1. I've grown more empathetic. Even reading that there is something about kids might make me cry right away.
2. I've grown more composed. I used to be so focused and experience constant FOMO. Now, none of it is significant. The youngster is the main subject.
3. I am more considerate of my body. Because it took 33 years for others to realize that he is a miracle. Even yet, it would be fantastic if I ever managed to fit into more than 10% of my wardrobe once more.
4. With you in particular, I'm more patient. Knowing that the baby is crying because there is no other way to communicate, rather than to irritate me. If I get impatient easily, it's not your fault.
5. I am more anxious. I used to worry too, but now my anxiety has completely changed since nothing concerns me more than the possibility of something happening to you.
6. My level of knowledge has decreased. Because, in contrast to earlier, I am finding it difficult to accept what is taking place in the world right now and I can't help but wonder: What type of world did I put you in?
7. I take more pictures of you and less of myself!
8. I have more mindful nature perception. The seasons used to just happen, but now that we walk together, I can plainly see the changes. the alterations in the leaves, various birds, and sunsets. On our walks together, I love seeing all of this, and I can't wait to show you everything mindfully, including the trees, the birds, and letting you experience snow for the first time. You slept through the night in the stroller, and I'm already remembering all those times.
9. I'm exhausted more. How Just a decent night's sleep would be nice.

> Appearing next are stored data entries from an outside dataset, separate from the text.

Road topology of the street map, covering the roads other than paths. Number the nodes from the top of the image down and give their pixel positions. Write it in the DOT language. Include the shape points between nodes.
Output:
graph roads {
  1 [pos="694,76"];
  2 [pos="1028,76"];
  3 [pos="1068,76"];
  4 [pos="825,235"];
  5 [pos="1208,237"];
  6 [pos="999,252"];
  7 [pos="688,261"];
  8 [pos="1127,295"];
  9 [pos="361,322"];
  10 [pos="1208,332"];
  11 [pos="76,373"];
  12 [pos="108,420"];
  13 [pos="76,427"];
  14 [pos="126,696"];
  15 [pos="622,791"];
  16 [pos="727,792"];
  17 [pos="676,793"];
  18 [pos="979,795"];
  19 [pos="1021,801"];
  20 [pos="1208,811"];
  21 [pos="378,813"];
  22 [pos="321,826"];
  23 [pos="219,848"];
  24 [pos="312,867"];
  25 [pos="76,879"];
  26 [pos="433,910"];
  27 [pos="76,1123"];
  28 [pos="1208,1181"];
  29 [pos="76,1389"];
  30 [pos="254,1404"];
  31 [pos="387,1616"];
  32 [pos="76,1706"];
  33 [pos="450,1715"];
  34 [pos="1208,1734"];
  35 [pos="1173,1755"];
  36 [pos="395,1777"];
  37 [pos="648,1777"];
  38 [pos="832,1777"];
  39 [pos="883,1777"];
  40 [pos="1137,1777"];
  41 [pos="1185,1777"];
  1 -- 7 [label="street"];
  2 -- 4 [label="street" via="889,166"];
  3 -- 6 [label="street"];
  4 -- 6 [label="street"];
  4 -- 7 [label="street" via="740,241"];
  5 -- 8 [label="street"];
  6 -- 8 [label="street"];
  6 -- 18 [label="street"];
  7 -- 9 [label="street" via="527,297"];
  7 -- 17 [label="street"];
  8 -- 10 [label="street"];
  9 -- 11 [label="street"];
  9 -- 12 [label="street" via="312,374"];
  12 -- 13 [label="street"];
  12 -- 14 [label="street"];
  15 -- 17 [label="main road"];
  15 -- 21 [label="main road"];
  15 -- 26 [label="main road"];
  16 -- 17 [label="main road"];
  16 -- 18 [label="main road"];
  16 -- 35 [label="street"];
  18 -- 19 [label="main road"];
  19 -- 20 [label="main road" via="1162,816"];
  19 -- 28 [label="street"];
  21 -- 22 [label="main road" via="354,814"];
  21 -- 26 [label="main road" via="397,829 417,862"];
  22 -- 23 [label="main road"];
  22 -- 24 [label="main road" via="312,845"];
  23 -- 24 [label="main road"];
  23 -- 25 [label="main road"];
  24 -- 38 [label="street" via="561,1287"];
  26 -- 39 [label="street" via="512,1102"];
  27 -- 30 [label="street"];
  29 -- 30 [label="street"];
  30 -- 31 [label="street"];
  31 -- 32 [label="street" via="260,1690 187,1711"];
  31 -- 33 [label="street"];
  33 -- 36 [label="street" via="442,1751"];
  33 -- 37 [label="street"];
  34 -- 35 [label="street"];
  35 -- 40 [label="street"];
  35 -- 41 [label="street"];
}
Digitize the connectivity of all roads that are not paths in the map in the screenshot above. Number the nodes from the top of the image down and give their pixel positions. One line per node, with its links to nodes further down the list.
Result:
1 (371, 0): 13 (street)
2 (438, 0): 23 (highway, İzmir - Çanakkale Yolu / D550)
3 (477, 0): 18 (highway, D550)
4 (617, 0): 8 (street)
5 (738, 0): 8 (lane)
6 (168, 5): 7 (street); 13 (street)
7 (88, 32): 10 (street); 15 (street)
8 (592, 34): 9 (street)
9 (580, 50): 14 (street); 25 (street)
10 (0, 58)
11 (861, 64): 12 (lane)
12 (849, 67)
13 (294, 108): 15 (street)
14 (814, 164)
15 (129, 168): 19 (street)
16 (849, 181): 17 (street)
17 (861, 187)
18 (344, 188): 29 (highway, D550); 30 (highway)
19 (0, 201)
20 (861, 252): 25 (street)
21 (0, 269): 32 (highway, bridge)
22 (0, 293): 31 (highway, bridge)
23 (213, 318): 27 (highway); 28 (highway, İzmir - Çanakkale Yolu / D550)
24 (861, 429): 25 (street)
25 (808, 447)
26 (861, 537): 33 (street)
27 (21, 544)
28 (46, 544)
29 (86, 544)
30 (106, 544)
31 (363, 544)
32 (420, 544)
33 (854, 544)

10. I have worse memory. What did I intend to do next? What should I make sure to remember when shopping? I once again forgot my diaper bag. Where is my phone once more? When did we last reunite? Now I have to write everything down as soon as possible because otherwise I forget everything instantly. Simply put, my brain feels disjointed. Dementia when breastfeeding is not merely an excuse. She is actually real!
11. I'm conflicted. My new friend is the guilty conscience. I feel like I'm not really doing any role justice no matter what I do, so The demands of the infant must come before my professional goals, and vice versa. Furthermore, let's not even bring up my duty as a spouse.I occasionally wish that I could double, or perhaps treble. But even then, I'd probably be troubled by guilt.